Guarantor loans can be a good option for people struggling to obtain credit. Read more about guarantor loans and their benefits.
A man and a woman holding a guarantor loan document.

If you’re struggling to get a loan, possibly due to bad credit, you might have looked into guarantor loans. These can be an attractive option if you know you can afford the repayments for a loan but keep getting turned down. But what exactly is a guarantor loan?

What is a guarantor?

A guarantor is someone (usually a friend or family member) who is willing to make payments for you if you cannot afford it. A guarantor guarantees that any payment for a loan, mortgage or other, will be paid no matter what.

It works as insurance for the loan company – that if your financial situation changes, they’ll still get their payment.

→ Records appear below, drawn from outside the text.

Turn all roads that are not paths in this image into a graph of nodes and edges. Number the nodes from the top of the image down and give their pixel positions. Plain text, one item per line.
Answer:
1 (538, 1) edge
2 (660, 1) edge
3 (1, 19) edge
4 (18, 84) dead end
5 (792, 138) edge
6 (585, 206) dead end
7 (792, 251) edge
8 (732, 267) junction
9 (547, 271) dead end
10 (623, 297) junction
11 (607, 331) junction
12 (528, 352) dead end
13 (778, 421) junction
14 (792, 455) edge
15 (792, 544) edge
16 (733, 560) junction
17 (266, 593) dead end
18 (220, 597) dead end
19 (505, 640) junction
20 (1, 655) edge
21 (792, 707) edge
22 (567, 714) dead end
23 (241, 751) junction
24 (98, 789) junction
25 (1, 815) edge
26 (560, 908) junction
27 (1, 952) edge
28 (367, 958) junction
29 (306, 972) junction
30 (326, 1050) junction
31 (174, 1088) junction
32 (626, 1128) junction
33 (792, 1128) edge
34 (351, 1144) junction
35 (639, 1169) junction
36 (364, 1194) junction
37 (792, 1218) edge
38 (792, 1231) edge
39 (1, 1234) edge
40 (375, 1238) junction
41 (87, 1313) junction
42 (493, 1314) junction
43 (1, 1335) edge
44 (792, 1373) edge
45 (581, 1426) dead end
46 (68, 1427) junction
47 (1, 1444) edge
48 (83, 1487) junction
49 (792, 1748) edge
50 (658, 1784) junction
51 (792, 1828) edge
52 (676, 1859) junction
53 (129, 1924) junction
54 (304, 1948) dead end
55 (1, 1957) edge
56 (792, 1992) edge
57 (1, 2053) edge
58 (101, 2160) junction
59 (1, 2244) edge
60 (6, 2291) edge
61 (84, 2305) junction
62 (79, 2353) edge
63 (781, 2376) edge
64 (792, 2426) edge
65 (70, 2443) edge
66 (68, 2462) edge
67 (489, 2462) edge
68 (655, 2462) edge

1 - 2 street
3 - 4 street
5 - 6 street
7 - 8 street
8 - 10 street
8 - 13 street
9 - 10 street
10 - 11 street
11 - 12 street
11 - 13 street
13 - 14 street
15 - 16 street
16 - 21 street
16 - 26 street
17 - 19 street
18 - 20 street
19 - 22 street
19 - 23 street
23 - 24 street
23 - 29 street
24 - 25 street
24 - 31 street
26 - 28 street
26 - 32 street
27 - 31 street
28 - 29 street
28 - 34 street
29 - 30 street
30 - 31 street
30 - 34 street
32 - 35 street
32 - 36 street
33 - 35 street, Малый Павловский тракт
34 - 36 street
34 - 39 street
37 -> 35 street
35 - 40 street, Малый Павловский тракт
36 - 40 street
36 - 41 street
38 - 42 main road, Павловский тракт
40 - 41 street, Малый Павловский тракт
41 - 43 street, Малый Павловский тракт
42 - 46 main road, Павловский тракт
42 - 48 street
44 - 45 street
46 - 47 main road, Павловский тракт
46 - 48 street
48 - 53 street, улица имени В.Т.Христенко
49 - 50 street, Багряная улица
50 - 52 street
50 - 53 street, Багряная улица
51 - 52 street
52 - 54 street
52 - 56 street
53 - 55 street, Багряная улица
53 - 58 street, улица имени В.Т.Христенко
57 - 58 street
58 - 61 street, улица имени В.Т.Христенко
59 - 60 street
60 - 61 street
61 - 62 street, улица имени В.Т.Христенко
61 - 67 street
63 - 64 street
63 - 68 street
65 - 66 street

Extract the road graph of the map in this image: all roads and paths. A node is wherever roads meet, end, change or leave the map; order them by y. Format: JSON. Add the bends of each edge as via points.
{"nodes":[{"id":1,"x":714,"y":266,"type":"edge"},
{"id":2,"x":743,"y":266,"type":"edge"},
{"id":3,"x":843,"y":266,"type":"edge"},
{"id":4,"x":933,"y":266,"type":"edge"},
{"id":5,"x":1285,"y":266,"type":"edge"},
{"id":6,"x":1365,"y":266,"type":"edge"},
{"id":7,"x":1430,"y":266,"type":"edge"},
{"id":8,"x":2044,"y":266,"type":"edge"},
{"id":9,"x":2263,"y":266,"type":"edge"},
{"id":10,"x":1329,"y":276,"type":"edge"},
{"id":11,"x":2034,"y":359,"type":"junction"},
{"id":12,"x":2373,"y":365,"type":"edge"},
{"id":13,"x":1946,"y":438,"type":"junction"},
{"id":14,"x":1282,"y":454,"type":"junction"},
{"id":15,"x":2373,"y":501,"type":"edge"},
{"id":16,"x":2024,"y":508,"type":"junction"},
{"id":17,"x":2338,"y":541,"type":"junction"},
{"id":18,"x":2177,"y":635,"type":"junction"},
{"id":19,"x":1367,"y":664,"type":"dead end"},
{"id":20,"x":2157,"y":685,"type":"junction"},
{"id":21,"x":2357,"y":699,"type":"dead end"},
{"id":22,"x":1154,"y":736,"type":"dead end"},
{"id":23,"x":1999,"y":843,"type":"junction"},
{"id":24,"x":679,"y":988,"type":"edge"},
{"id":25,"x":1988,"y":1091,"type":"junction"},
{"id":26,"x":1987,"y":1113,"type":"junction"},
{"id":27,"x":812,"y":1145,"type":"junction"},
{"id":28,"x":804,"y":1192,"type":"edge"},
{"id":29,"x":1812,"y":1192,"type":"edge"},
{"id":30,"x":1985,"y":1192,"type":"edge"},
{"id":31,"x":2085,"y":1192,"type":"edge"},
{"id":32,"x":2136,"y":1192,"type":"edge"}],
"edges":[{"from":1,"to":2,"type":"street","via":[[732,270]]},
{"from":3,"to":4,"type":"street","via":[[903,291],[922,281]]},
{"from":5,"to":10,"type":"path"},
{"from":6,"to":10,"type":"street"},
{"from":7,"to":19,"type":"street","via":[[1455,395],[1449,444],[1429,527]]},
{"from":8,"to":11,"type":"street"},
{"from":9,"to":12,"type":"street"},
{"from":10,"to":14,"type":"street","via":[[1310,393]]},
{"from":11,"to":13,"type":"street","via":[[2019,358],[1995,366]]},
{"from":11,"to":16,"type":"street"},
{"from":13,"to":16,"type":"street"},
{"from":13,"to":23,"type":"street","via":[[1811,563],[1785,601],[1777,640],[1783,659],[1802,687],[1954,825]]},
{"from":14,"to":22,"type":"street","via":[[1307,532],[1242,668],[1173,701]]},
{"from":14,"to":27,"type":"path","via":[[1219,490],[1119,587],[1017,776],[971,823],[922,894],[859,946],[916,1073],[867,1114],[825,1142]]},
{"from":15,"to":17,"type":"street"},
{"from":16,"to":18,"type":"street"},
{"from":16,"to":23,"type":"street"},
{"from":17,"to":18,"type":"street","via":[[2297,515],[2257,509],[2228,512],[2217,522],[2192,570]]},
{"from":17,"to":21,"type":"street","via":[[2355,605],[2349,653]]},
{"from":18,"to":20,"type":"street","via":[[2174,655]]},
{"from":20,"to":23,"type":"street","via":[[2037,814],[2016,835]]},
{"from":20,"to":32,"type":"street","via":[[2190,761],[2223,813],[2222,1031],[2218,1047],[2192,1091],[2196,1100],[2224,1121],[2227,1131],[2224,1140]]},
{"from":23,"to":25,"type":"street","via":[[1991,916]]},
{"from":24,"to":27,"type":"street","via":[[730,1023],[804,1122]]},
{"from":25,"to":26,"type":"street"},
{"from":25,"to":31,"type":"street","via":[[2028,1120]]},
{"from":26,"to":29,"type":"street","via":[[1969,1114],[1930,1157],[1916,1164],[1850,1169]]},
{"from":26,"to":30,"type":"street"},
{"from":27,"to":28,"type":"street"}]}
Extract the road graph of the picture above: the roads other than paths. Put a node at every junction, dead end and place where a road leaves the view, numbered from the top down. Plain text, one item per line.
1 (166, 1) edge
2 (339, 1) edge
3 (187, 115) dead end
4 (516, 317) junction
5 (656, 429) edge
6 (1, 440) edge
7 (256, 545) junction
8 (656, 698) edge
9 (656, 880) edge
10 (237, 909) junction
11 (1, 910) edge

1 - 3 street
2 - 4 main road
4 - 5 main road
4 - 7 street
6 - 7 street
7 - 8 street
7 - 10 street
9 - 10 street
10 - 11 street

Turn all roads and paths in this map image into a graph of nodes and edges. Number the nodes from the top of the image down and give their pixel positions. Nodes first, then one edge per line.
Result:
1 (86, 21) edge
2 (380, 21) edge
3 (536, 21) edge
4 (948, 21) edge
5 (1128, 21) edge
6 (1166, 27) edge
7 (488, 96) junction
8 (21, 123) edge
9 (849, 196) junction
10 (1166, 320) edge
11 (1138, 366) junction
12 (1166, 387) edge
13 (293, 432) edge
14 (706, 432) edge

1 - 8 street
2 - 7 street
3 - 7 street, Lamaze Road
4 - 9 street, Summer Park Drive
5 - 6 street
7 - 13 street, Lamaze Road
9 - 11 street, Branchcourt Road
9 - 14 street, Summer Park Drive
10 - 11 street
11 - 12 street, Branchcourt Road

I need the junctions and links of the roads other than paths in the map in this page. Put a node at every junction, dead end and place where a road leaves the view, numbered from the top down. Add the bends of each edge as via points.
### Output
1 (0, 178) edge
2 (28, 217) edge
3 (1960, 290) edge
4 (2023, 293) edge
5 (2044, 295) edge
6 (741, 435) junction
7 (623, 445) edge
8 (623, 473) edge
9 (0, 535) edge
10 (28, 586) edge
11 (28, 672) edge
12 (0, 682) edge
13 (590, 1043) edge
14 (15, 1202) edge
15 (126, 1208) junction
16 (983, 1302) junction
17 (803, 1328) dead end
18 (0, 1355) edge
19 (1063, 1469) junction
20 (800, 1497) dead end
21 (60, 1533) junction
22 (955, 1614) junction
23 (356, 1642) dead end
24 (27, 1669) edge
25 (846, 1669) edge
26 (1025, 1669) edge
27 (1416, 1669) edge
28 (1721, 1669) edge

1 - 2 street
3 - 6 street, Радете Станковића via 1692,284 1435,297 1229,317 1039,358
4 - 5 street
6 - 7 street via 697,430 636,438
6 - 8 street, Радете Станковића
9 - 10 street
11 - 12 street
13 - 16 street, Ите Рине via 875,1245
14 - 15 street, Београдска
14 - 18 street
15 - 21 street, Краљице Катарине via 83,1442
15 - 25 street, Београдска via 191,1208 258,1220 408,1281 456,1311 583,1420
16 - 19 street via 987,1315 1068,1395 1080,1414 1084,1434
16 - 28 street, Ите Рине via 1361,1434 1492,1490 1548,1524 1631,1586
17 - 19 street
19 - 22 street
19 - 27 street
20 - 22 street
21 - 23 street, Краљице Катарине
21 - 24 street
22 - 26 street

Often, landlords will ask you for a guarantor when renting a property (someone that will pay your rent if you can’t afford to). This is when you might have heard of a guarantor, but maybe not a guarantor loan.

What is a guarantor loan?

An illustration of a keyhole and a signed document.

A guarantor loan is a personal loan taken out with a guarantor in case you stop being able to afford the repayments.

“Guarantor on loan” means you need a guarantor, or someone who is willing to make the monthly repayments if you can’t to get this type of loan.

If your loan application is denied due to a bad credit score, this could be a way for you to be reconsidered.

Most loan providers offer guarantor loans. But as always, make sure you compare guarantor loans when choosing the right one for you. They’ll all have different interest rates and some may come with hidden fees or charges. For example, many lenders will charge you if you want to pay off your loan early.

How do guarantor loans work?

Guarantor loans work like a regular loan. You find the one you’d like and then make a loan application. Usually this happens online, but you can go directly to your bank. The difference is that your guarantor will also be contacted and need to fill out a form and send in some proof that they can afford the repayments.

You will then need to pay back the loan in monthly instalments. Usually, these will be a fixed amount or the minimum amount, which can vary, but for credit cards it is normally £25.

When a borrower fails to meet their monthly repayments, the guarantor would be responsible for making the loan repayments.

They’ll always perform a credit check when you submit a loan application, and in this case, they’ll check the credit history of both you and your guarantor.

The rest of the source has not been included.